WHAT IS EXPECTED: Only the lines that hold "this" should be in the answer, each copied from the data below.

--- EXERCISE DATA Enclosed Below ---

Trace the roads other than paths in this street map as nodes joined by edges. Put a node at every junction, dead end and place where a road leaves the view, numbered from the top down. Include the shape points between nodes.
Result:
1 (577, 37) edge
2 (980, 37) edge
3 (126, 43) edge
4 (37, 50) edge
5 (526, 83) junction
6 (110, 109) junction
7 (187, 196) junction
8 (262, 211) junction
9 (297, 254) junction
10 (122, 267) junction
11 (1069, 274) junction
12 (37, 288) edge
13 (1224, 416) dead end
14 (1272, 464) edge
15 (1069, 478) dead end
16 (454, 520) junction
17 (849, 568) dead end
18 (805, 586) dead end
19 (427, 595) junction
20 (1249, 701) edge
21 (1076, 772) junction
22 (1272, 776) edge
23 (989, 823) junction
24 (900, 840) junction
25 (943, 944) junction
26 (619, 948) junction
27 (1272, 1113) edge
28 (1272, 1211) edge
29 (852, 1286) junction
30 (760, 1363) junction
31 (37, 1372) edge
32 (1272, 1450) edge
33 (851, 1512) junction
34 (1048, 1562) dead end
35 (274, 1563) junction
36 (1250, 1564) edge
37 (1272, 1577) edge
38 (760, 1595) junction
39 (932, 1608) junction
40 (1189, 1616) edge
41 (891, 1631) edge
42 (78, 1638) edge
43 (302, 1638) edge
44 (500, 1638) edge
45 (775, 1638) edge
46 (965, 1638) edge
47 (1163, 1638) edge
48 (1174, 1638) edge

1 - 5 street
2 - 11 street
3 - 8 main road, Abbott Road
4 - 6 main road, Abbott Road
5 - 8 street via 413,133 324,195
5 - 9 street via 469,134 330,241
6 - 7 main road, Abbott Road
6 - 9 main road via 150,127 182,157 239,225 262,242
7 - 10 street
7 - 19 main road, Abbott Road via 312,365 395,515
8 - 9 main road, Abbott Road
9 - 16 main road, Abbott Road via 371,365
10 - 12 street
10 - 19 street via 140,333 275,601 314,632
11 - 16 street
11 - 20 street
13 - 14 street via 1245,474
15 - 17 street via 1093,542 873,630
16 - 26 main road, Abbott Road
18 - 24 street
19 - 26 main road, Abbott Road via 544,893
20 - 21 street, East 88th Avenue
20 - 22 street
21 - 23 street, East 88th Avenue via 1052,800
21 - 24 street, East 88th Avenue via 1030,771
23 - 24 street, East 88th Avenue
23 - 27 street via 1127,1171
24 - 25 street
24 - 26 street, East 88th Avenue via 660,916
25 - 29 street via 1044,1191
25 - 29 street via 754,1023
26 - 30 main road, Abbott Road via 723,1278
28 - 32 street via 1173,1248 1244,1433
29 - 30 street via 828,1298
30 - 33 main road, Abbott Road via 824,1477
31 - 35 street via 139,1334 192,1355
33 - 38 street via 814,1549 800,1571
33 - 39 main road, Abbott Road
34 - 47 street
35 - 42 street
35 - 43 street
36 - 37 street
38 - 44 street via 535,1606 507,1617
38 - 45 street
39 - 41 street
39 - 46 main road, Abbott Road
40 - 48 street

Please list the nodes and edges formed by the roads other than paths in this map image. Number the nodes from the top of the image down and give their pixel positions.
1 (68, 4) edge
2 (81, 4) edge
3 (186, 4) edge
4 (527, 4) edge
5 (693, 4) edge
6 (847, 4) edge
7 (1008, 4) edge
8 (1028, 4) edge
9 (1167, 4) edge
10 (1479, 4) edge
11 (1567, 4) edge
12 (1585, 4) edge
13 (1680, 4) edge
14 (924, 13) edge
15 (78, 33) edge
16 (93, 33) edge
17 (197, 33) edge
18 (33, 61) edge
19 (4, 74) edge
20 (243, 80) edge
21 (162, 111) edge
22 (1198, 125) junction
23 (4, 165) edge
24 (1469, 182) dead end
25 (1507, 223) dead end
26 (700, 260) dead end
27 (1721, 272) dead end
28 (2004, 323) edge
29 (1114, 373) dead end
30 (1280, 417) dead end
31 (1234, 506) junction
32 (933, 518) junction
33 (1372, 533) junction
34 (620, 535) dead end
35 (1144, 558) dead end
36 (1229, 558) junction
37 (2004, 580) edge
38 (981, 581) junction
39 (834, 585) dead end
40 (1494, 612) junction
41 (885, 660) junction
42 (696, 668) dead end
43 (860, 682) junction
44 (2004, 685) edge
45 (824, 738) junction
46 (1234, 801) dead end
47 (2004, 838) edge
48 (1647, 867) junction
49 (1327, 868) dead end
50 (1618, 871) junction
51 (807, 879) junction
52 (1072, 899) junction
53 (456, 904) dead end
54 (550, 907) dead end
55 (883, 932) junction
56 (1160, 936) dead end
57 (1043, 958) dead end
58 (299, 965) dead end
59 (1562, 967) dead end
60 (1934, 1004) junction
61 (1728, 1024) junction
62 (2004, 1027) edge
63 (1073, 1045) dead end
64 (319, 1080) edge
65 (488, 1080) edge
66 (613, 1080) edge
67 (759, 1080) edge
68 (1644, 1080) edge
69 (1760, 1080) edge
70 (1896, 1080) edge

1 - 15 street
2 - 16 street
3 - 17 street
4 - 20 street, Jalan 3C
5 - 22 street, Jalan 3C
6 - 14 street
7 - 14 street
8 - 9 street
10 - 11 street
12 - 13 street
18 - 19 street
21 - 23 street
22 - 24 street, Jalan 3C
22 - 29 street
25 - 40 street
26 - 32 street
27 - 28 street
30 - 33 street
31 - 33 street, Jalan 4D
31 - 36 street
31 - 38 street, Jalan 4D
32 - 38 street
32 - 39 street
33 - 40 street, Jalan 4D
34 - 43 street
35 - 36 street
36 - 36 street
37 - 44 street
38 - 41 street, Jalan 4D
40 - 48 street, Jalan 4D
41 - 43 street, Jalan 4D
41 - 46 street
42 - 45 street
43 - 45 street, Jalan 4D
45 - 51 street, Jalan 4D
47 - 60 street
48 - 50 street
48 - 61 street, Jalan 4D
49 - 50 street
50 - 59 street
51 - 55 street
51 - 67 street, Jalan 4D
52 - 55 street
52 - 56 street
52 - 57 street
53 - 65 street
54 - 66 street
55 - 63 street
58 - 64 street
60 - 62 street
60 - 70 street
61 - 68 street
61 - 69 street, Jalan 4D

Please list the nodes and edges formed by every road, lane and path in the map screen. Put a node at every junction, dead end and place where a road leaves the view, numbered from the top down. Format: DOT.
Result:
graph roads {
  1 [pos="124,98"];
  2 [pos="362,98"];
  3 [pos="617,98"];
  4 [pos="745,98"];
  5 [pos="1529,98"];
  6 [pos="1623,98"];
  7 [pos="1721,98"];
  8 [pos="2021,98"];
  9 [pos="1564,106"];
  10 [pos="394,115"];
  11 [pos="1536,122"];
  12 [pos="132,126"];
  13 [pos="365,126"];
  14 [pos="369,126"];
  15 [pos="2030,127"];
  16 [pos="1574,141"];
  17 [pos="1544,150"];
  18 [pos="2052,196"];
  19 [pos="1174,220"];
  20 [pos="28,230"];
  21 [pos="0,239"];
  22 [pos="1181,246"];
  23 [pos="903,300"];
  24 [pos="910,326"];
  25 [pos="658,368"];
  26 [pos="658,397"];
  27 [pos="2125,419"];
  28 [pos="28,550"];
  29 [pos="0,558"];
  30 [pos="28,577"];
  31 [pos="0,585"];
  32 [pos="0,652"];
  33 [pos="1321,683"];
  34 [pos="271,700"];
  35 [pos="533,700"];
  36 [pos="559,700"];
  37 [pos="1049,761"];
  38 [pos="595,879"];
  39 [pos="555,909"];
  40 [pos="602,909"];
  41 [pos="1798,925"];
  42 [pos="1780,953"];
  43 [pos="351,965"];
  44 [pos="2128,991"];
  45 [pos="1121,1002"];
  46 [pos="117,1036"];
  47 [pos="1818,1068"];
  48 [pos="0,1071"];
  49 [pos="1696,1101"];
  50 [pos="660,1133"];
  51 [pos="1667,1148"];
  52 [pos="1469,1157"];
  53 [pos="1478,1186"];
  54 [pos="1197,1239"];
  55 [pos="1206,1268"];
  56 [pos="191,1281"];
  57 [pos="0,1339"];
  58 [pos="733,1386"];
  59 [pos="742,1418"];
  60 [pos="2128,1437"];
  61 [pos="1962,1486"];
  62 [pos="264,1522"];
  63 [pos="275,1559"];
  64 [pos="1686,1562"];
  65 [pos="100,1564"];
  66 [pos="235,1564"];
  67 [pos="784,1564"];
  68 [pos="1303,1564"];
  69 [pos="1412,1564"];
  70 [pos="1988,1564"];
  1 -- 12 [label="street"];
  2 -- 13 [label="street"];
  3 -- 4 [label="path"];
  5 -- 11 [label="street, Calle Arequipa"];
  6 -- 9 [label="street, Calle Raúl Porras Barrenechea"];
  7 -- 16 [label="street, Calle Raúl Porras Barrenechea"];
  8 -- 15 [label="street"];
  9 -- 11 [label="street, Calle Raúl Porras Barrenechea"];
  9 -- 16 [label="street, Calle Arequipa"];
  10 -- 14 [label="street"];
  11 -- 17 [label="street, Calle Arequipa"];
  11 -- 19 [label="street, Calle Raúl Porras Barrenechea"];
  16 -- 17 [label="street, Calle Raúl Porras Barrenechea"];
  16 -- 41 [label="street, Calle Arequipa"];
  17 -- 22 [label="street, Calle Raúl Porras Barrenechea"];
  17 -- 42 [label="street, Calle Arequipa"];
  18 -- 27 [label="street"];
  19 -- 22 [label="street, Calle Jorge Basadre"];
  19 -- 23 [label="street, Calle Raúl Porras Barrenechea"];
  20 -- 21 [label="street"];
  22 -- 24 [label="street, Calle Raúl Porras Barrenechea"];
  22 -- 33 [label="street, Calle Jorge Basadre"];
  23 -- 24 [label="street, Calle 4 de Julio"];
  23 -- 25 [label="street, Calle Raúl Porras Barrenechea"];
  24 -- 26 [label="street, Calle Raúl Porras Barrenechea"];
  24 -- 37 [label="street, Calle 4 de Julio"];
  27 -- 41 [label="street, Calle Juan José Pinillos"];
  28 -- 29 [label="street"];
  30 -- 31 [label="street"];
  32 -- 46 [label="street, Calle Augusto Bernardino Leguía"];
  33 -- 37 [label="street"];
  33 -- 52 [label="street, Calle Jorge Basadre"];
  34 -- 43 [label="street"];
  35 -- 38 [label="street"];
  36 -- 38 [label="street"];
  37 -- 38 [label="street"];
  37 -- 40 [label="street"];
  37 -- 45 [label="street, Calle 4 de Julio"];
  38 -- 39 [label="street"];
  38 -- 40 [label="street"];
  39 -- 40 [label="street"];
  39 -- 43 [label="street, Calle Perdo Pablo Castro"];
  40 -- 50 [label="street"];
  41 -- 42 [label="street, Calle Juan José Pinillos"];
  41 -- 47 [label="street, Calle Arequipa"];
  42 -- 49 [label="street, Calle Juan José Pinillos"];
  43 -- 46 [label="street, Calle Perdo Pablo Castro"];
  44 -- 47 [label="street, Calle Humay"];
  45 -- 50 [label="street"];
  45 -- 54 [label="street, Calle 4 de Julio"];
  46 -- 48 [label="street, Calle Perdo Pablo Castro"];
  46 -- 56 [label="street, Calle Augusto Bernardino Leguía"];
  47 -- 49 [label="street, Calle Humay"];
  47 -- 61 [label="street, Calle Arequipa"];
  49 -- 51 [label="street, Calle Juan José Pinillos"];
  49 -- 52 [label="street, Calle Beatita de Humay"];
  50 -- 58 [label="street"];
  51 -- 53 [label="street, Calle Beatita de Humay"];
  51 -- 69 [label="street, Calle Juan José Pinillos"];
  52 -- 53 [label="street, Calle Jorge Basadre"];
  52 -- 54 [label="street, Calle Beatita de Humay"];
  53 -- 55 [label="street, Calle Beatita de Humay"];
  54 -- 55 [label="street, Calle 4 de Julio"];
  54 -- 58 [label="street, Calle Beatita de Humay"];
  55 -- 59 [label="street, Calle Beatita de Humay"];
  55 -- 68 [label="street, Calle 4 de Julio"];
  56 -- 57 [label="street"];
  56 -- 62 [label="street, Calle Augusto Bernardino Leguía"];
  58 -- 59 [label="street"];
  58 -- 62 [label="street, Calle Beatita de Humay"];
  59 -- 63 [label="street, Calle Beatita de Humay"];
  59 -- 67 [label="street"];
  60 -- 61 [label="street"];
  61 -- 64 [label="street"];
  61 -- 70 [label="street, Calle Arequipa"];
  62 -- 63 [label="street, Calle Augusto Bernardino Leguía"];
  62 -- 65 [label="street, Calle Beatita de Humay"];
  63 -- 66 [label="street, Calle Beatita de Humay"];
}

--- End of Enclosed EXERCISE DATA ---

WRITTEN ANSWER:
Trace the roads other than paths in this street map as nodes joined by edges. Put a node at every junction, dead end and place where a road leaves the view, numbered from the top down. Include the shape points between nodes.
Please list the nodes and edges formed by the roads other than paths in this map image. Number the nodes from the top of the image down and give their pixel positions.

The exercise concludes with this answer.